# TRY IT
Output every entry exactly as written, skipping any pictures.
===
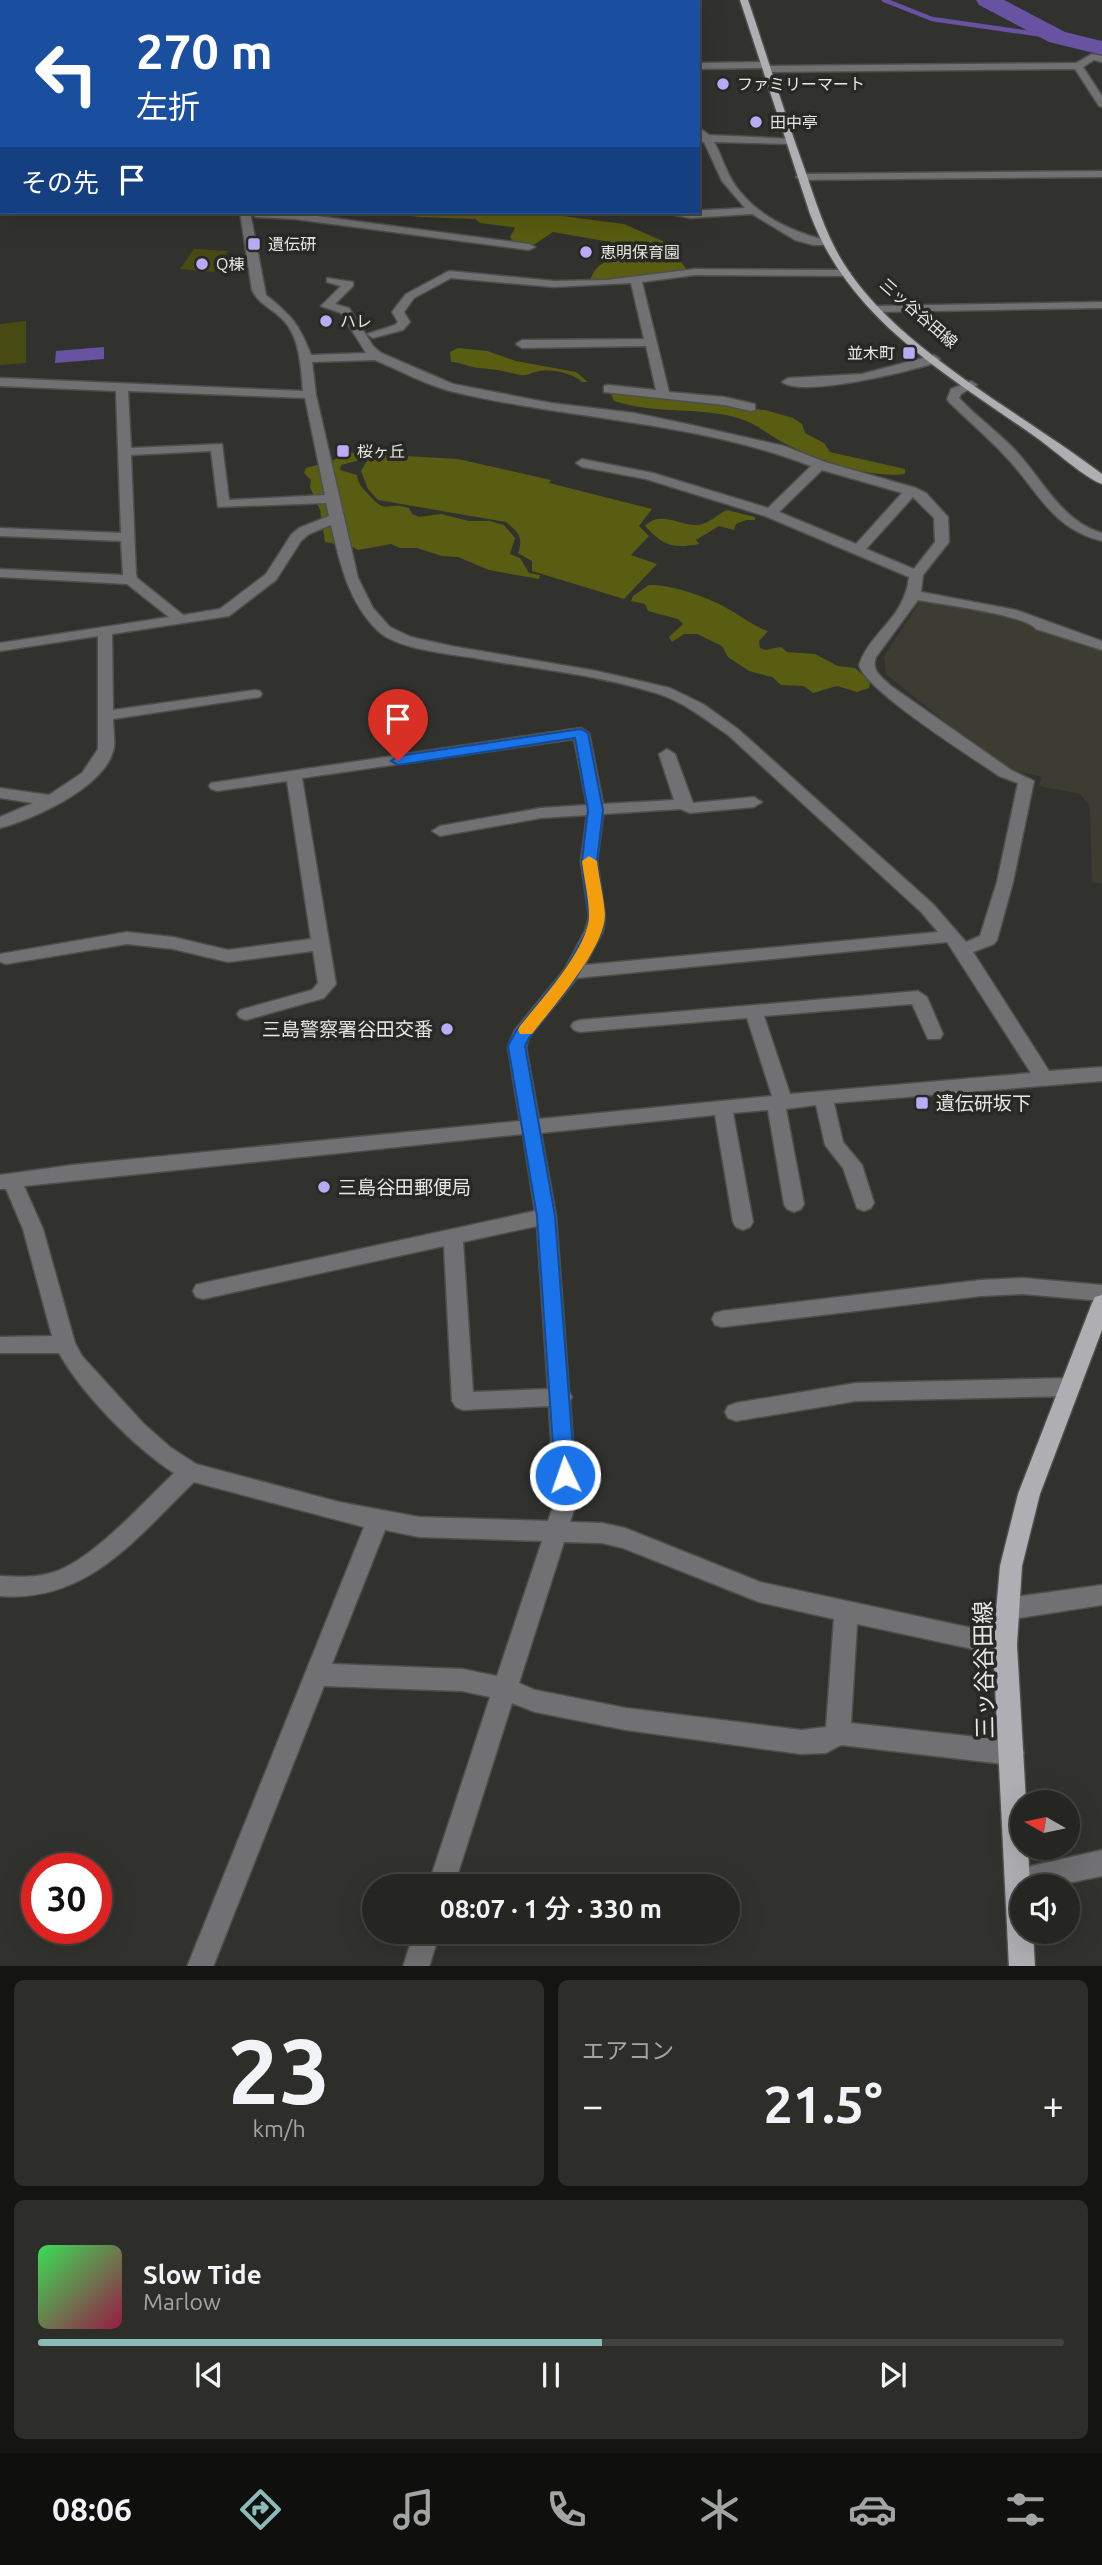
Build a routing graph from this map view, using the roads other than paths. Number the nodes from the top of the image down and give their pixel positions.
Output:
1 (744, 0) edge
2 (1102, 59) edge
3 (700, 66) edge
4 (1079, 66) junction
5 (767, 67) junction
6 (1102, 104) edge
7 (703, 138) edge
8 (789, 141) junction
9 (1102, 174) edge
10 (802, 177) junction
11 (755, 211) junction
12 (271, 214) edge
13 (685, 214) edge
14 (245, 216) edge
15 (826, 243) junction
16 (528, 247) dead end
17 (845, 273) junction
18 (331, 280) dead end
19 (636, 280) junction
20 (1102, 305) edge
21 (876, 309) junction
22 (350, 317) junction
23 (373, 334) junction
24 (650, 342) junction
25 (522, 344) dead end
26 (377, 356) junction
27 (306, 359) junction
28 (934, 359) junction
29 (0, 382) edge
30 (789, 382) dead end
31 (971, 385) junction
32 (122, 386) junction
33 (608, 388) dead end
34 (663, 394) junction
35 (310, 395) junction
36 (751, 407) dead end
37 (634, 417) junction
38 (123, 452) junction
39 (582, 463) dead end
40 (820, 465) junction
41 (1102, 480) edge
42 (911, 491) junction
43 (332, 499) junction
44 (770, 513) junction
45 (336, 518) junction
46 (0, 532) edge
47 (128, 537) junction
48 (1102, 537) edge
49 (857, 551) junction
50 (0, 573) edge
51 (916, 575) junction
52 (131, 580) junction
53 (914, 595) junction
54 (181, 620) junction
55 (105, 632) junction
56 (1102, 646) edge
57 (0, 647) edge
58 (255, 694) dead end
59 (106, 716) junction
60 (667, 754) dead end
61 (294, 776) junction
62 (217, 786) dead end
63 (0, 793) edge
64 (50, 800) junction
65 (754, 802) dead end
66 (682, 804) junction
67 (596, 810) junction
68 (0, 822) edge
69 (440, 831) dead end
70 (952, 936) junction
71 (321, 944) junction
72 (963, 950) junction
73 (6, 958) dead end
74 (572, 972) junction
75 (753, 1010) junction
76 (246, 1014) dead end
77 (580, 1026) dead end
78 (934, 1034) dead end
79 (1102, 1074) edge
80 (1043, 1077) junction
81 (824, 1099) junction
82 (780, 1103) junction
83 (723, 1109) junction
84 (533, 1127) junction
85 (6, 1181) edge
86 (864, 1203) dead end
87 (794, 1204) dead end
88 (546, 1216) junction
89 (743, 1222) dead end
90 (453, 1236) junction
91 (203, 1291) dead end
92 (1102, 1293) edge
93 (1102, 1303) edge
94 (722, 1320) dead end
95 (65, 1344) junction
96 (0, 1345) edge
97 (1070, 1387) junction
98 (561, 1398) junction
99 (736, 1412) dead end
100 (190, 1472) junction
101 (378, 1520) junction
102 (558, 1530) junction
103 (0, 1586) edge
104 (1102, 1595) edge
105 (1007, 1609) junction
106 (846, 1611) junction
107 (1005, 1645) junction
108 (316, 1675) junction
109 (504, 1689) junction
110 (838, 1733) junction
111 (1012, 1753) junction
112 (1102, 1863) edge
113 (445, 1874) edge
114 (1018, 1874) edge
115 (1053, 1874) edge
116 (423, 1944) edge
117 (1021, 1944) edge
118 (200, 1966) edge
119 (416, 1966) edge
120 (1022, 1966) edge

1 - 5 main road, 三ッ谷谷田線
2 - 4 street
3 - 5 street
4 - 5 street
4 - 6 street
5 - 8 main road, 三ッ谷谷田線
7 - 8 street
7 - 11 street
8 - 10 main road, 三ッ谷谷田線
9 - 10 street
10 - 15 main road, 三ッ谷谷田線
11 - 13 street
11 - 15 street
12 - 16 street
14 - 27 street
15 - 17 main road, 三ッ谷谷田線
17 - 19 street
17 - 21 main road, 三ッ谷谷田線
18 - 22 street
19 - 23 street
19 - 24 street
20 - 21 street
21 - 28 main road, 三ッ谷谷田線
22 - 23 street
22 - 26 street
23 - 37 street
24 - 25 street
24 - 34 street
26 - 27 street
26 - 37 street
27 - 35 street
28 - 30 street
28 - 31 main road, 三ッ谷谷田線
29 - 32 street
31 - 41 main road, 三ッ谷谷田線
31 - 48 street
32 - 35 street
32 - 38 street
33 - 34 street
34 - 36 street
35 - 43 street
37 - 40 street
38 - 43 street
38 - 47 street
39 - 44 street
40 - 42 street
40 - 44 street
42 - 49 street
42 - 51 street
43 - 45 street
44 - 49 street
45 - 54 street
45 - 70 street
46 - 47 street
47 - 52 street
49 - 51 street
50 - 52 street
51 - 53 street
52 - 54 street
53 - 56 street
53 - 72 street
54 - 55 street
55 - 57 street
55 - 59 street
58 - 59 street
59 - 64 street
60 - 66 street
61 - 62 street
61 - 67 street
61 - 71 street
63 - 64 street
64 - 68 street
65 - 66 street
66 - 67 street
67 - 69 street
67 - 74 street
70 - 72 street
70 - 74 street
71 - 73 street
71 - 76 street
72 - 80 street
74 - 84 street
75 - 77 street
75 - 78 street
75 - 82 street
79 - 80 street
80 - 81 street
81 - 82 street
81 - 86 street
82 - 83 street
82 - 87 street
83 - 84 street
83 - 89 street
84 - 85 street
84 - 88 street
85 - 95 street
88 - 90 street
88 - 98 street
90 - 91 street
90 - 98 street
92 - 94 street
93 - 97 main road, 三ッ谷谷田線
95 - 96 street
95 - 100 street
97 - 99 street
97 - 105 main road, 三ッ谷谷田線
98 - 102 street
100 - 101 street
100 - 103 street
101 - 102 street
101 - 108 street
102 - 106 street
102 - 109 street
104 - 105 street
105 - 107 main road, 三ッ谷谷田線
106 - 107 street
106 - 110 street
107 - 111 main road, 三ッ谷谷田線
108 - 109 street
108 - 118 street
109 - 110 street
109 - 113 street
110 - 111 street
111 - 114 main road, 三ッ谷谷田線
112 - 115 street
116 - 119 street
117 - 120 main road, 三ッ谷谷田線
===
# SOLUTION
Build a routing graph from this map view, using the roads other than paths. Number the nodes from the top of the image down and give their pixel positions.
Output:
1 (744, 0) edge
2 (1102, 59) edge
3 (700, 66) edge
4 (1079, 66) junction
5 (767, 67) junction
6 (1102, 104) edge
7 (703, 138) edge
8 (789, 141) junction
9 (1102, 174) edge
10 (802, 177) junction
11 (755, 211) junction
12 (271, 214) edge
13 (685, 214) edge
14 (245, 216) edge
15 (826, 243) junction
16 (528, 247) dead end
17 (845, 273) junction
18 (331, 280) dead end
19 (636, 280) junction
20 (1102, 305) edge
21 (876, 309) junction
22 (350, 317) junction
23 (373, 334) junction
24 (650, 342) junction
25 (522, 344) dead end
26 (377, 356) junction
27 (306, 359) junction
28 (934, 359) junction
29 (0, 382) edge
30 (789, 382) dead end
31 (971, 385) junction
32 (122, 386) junction
33 (608, 388) dead end
34 (663, 394) junction
35 (310, 395) junction
36 (751, 407) dead end
37 (634, 417) junction
38 (123, 452) junction
39 (582, 463) dead end
40 (820, 465) junction
41 (1102, 480) edge
42 (911, 491) junction
43 (332, 499) junction
44 (770, 513) junction
45 (336, 518) junction
46 (0, 532) edge
47 (128, 537) junction
48 (1102, 537) edge
49 (857, 551) junction
50 (0, 573) edge
51 (916, 575) junction
52 (131, 580) junction
53 (914, 595) junction
54 (181, 620) junction
55 (105, 632) junction
56 (1102, 646) edge
57 (0, 647) edge
58 (255, 694) dead end
59 (106, 716) junction
60 (667, 754) dead end
61 (294, 776) junction
62 (217, 786) dead end
63 (0, 793) edge
64 (50, 800) junction
65 (754, 802) dead end
66 (682, 804) junction
67 (596, 810) junction
68 (0, 822) edge
69 (440, 831) dead end
70 (952, 936) junction
71 (321, 944) junction
72 (963, 950) junction
73 (6, 958) dead end
74 (572, 972) junction
75 (753, 1010) junction
76 (246, 1014) dead end
77 (580, 1026) dead end
78 (934, 1034) dead end
79 (1102, 1074) edge
80 (1043, 1077) junction
81 (824, 1099) junction
82 (780, 1103) junction
83 (723, 1109) junction
84 (533, 1127) junction
85 (6, 1181) edge
86 (864, 1203) dead end
87 (794, 1204) dead end
88 (546, 1216) junction
89 (743, 1222) dead end
90 (453, 1236) junction
91 (203, 1291) dead end
92 (1102, 1293) edge
93 (1102, 1303) edge
94 (722, 1320) dead end
95 (65, 1344) junction
96 (0, 1345) edge
97 (1070, 1387) junction
98 (561, 1398) junction
99 (736, 1412) dead end
100 (190, 1472) junction
101 (378, 1520) junction
102 (558, 1530) junction
103 (0, 1586) edge
104 (1102, 1595) edge
105 (1007, 1609) junction
106 (846, 1611) junction
107 (1005, 1645) junction
108 (316, 1675) junction
109 (504, 1689) junction
110 (838, 1733) junction
111 (1012, 1753) junction
112 (1102, 1863) edge
113 (445, 1874) edge
114 (1018, 1874) edge
115 (1053, 1874) edge
116 (423, 1944) edge
117 (1021, 1944) edge
118 (200, 1966) edge
119 (416, 1966) edge
120 (1022, 1966) edge

1 - 5 main road, 三ッ谷谷田線
2 - 4 street
3 - 5 street
4 - 5 street
4 - 6 street
5 - 8 main road, 三ッ谷谷田線
7 - 8 street
7 - 11 street
8 - 10 main road, 三ッ谷谷田線
9 - 10 street
10 - 15 main road, 三ッ谷谷田線
11 - 13 street
11 - 15 street
12 - 16 street
14 - 27 street
15 - 17 main road, 三ッ谷谷田線
17 - 19 street
17 - 21 main road, 三ッ谷谷田線
18 - 22 street
19 - 23 street
19 - 24 street
20 - 21 street
21 - 28 main road, 三ッ谷谷田線
22 - 23 street
22 - 26 street
23 - 37 street
24 - 25 street
24 - 34 street
26 - 27 street
26 - 37 street
27 - 35 street
28 - 30 street
28 - 31 main road, 三ッ谷谷田線
29 - 32 street
31 - 41 main road, 三ッ谷谷田線
31 - 48 street
32 - 35 street
32 - 38 street
33 - 34 street
34 - 36 street
35 - 43 street
37 - 40 street
38 - 43 street
38 - 47 street
39 - 44 street
40 - 42 street
40 - 44 street
42 - 49 street
42 - 51 street
43 - 45 street
44 - 49 street
45 - 54 street
45 - 70 street
46 - 47 street
47 - 52 street
49 - 51 street
50 - 52 street
51 - 53 street
52 - 54 street
53 - 56 street
53 - 72 street
54 - 55 street
55 - 57 street
55 - 59 street
58 - 59 street
59 - 64 street
60 - 66 street
61 - 62 street
61 - 67 street
61 - 71 street
63 - 64 street
64 - 68 street
65 - 66 street
66 - 67 street
67 - 69 street
67 - 74 street
70 - 72 street
70 - 74 street
71 - 73 street
71 - 76 street
72 - 80 street
74 - 84 street
75 - 77 street
75 - 78 street
75 - 82 street
79 - 80 street
80 - 81 street
81 - 82 street
81 - 86 street
82 - 83 street
82 - 87 street
83 - 84 street
83 - 89 street
84 - 85 street
84 - 88 street
85 - 95 street
88 - 90 street
88 - 98 street
90 - 91 street
90 - 98 street
92 - 94 street
93 - 97 main road, 三ッ谷谷田線
95 - 96 street
95 - 100 street
97 - 99 street
97 - 105 main road, 三ッ谷谷田線
98 - 102 street
100 - 101 street
100 - 103 street
101 - 102 street
101 - 108 street
102 - 106 street
102 - 109 street
104 - 105 street
105 - 107 main road, 三ッ谷谷田線
106 - 107 street
106 - 110 street
107 - 111 main road, 三ッ谷谷田線
108 - 109 street
108 - 118 street
109 - 110 street
109 - 113 street
110 - 111 street
111 - 114 main road, 三ッ谷谷田線
112 - 115 street
116 - 119 street
117 - 120 main road, 三ッ谷谷田線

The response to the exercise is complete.